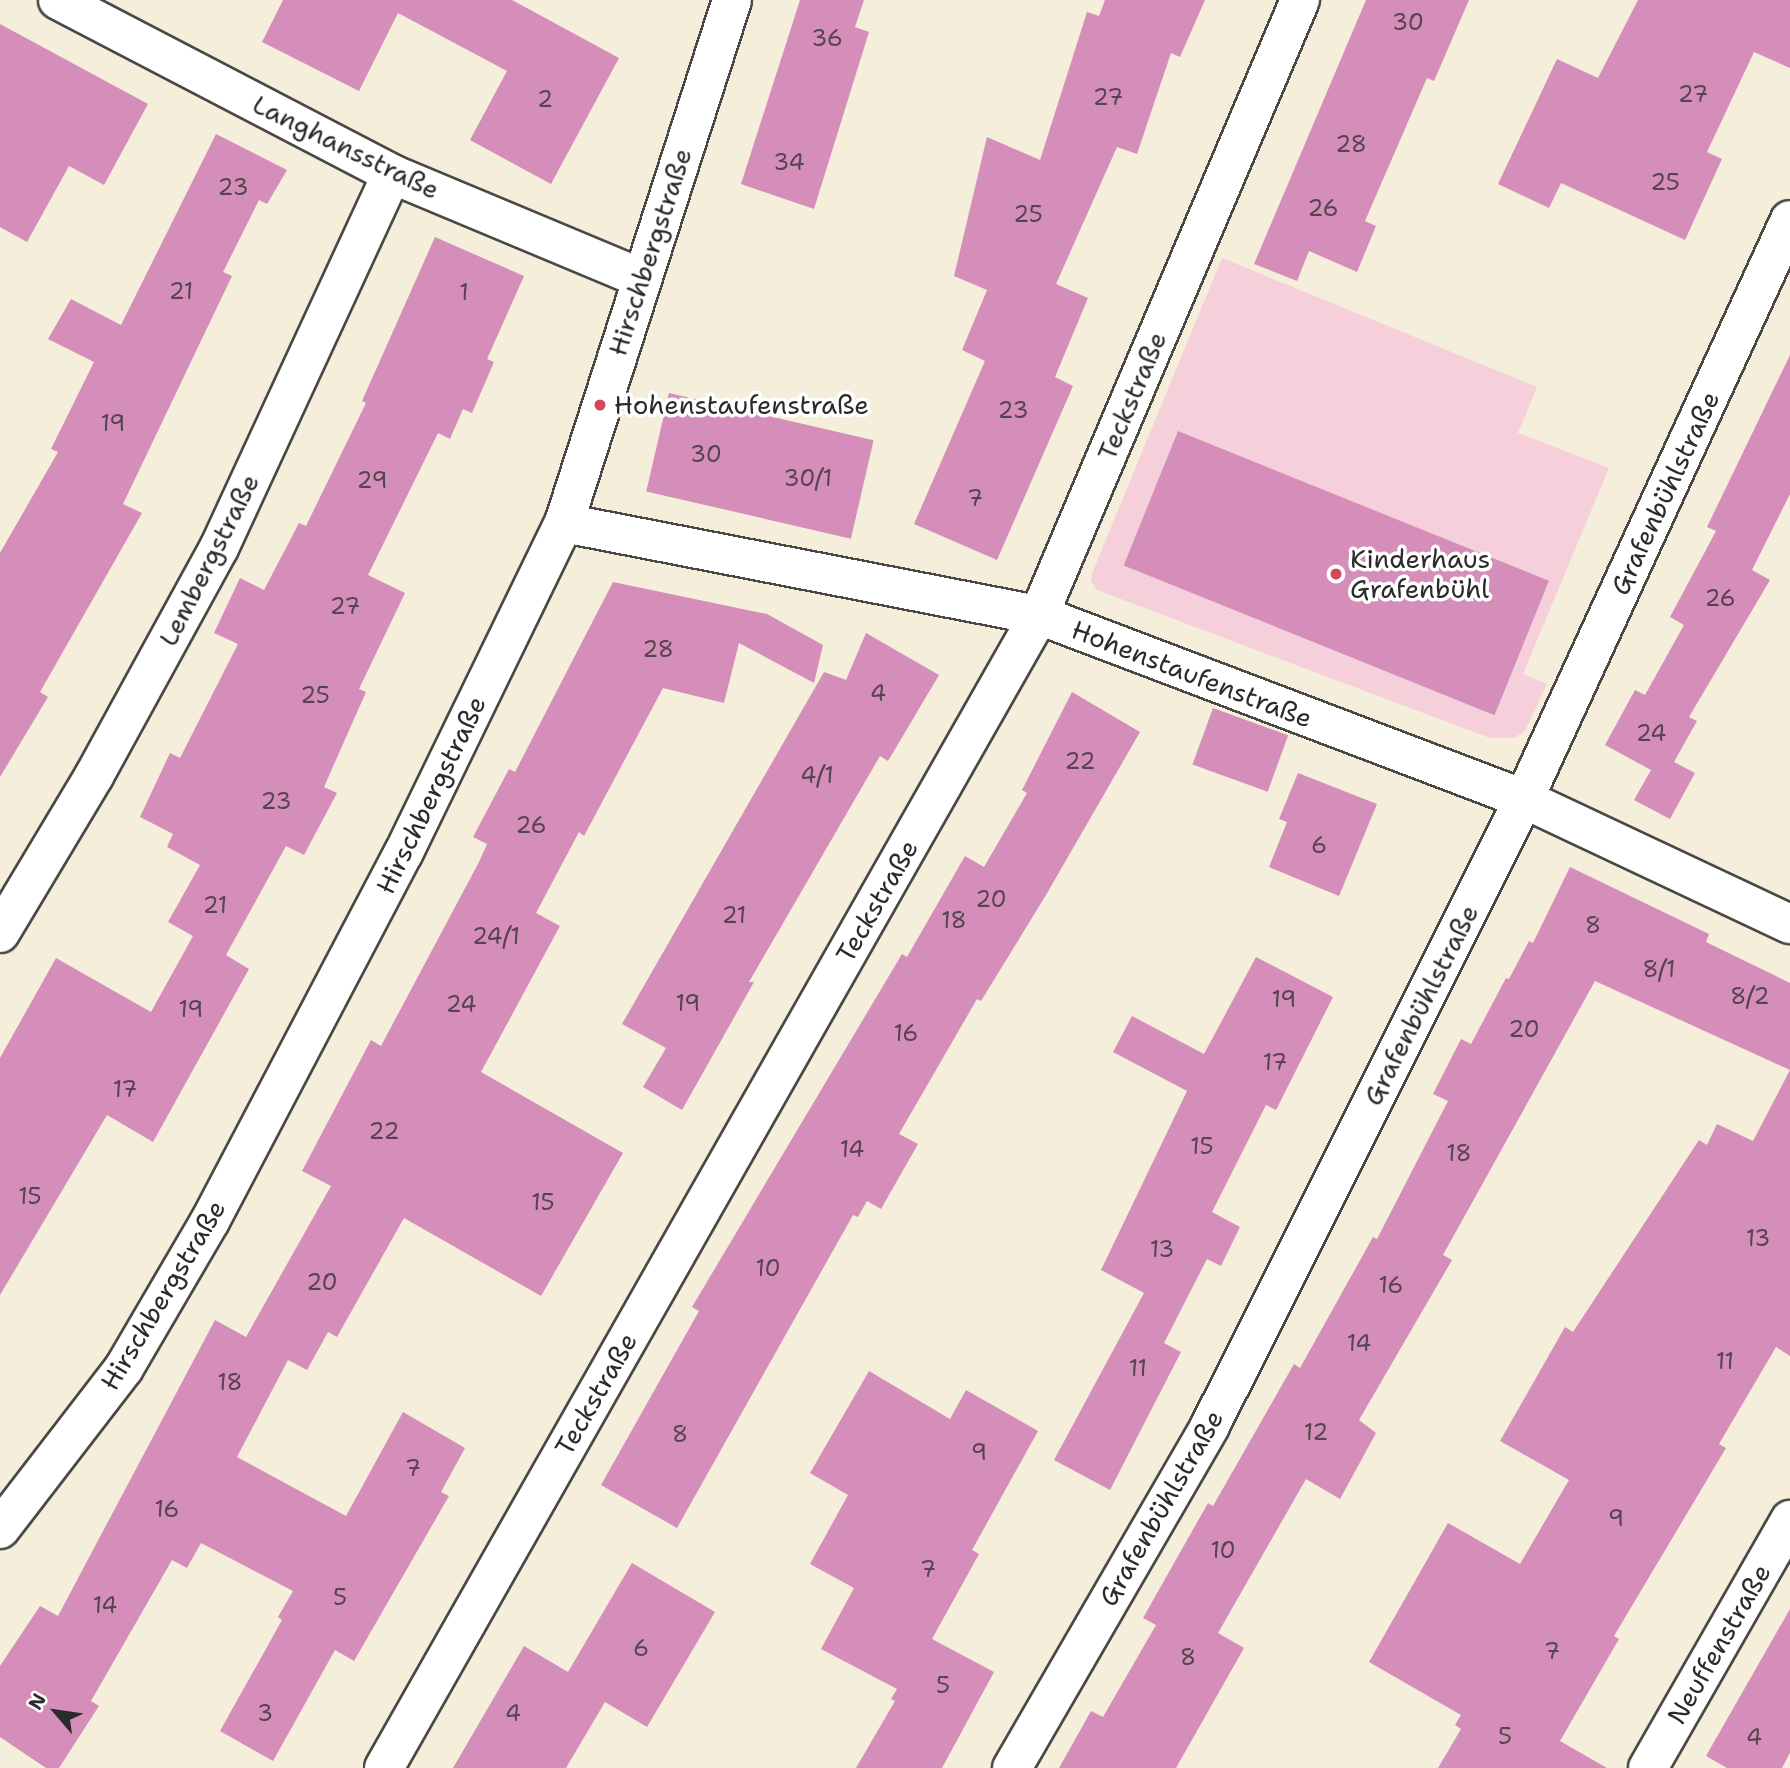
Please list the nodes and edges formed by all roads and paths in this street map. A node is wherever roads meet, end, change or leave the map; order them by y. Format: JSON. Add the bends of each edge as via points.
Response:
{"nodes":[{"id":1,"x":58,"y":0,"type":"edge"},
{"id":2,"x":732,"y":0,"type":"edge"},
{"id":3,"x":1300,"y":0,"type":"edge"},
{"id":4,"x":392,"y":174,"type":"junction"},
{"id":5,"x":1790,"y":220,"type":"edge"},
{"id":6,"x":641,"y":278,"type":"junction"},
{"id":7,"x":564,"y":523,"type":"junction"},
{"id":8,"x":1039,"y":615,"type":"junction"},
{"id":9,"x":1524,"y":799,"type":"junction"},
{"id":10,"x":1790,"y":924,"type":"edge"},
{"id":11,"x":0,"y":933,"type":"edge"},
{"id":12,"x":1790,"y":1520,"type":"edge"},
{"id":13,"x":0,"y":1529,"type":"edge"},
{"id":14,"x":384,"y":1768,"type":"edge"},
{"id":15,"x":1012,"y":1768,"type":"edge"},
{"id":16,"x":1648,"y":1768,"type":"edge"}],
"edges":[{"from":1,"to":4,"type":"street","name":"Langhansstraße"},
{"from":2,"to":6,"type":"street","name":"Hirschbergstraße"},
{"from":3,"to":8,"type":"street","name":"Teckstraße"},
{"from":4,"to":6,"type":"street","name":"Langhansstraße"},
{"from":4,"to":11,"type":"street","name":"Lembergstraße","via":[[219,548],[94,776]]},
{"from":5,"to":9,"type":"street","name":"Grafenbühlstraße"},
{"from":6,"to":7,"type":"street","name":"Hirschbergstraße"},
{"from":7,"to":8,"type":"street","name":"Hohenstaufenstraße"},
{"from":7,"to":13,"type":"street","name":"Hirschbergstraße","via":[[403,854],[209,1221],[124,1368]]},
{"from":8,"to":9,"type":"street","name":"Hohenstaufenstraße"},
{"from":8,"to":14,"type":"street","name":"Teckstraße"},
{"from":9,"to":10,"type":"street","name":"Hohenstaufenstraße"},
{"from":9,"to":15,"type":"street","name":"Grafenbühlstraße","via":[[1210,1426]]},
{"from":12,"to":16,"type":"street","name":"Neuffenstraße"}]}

□ □ □ □

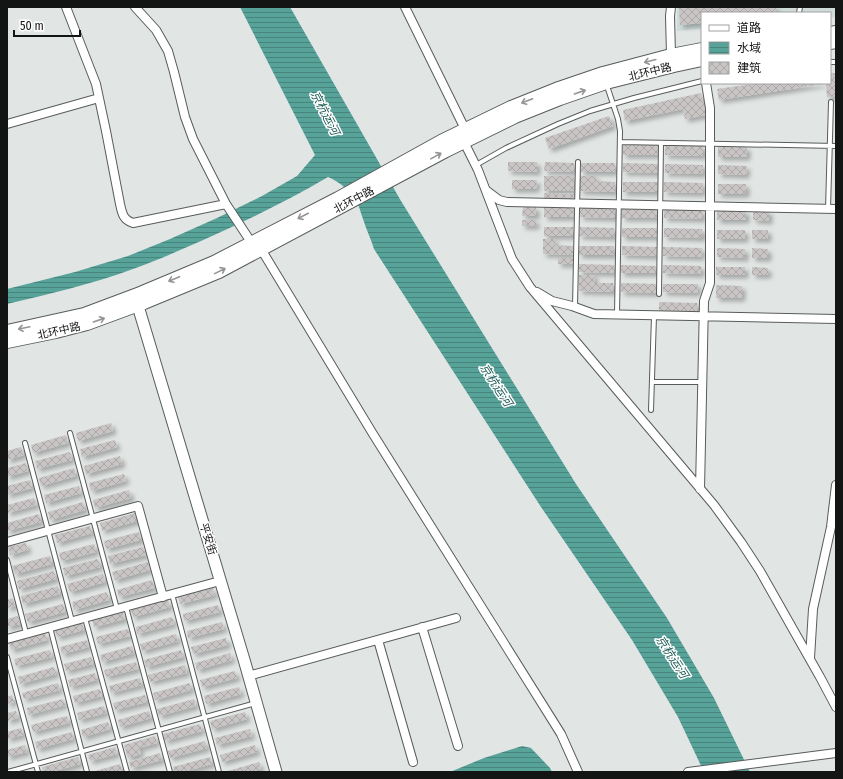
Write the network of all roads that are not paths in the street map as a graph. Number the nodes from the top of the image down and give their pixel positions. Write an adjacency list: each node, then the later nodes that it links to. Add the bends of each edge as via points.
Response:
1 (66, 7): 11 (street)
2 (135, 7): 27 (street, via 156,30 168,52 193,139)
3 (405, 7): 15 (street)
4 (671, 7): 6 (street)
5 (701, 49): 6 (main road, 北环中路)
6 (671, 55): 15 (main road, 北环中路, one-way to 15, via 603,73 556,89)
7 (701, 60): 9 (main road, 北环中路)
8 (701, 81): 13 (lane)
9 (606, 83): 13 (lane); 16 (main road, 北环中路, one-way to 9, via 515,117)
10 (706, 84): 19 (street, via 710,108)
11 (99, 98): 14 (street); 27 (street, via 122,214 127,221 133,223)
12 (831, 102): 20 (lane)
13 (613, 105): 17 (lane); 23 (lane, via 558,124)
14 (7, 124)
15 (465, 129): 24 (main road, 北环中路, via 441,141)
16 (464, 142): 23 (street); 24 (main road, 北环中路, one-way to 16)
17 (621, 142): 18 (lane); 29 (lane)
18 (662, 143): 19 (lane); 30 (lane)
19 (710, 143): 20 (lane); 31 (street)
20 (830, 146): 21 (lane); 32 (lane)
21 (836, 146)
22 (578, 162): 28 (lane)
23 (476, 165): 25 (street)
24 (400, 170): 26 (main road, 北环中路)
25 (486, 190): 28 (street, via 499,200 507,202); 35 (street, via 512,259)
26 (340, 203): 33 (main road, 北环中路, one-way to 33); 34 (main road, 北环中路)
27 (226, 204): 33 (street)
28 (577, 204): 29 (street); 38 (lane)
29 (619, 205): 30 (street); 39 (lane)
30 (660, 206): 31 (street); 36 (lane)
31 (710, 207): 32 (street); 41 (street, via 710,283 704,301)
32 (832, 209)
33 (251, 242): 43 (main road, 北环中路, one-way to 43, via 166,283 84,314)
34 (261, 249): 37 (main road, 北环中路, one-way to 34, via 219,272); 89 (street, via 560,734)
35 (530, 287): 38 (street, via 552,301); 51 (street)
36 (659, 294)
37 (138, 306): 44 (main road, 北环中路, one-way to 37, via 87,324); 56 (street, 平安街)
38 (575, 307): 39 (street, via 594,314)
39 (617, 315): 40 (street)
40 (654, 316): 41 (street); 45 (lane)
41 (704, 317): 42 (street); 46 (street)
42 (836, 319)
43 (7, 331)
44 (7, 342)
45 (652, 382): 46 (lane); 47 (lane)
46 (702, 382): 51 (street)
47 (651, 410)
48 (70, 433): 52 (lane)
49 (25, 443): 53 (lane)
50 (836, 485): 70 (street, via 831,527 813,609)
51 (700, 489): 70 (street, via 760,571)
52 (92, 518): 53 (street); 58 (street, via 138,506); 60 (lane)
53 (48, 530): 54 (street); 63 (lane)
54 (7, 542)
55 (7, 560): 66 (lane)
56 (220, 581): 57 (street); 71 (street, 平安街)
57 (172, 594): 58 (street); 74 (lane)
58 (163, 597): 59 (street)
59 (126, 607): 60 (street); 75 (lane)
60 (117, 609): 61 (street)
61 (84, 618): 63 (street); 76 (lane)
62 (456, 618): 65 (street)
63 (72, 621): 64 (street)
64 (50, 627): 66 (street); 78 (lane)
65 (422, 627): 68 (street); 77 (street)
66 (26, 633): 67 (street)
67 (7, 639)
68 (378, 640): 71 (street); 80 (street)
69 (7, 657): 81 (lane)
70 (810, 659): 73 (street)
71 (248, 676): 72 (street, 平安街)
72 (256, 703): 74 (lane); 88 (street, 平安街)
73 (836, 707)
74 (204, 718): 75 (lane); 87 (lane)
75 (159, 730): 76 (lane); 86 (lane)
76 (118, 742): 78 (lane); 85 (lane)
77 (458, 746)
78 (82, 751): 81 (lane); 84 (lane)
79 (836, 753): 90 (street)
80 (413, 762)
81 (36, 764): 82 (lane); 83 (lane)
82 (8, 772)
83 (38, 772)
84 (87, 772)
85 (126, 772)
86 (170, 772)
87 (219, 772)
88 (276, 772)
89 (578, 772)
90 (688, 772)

□ □ □ □

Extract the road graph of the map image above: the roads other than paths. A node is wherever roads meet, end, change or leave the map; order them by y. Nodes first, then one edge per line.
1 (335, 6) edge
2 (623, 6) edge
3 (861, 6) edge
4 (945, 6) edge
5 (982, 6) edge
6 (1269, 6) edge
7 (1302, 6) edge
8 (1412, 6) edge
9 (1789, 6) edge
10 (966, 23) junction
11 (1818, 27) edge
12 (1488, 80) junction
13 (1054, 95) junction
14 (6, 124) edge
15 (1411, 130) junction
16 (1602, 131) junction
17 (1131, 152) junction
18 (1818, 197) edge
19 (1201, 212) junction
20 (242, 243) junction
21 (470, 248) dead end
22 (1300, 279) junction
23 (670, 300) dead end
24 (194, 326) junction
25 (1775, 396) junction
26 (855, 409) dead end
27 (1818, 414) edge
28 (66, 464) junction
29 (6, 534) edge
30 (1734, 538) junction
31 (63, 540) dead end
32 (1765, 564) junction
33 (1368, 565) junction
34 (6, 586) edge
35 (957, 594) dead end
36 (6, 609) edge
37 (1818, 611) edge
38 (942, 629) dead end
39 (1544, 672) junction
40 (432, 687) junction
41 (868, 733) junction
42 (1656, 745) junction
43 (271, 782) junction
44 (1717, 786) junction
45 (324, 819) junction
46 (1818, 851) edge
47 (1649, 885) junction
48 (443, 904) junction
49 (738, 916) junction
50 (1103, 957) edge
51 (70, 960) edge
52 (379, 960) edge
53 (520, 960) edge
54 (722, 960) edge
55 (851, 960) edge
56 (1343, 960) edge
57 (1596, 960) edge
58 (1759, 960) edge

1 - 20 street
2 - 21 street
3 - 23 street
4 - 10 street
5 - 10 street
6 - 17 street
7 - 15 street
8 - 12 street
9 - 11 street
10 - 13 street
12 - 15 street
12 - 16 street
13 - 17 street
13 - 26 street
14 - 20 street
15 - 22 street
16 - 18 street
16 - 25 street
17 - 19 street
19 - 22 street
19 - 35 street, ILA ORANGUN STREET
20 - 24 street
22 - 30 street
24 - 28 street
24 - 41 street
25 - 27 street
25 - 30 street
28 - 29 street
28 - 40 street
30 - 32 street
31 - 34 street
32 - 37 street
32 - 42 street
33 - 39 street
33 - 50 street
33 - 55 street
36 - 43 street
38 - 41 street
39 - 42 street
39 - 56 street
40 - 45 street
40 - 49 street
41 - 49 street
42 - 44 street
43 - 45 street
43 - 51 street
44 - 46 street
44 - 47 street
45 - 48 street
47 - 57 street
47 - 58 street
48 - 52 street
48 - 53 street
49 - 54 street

□ □ □ □

PROMPT »
Once a line of the records is found to contain "leave", copy it out.

TASK ANSWER »
Please list the nodes and edges formed by all roads and paths in this street map. A node is wherever roads meet, end, change or leave the map; order them by y. Format: JSON. Add the bends of each edge as via points.
Extract the road graph of the map image above: the roads other than paths. A node is wherever roads meet, end, change or leave the map; order them by y. Nodes first, then one edge per line.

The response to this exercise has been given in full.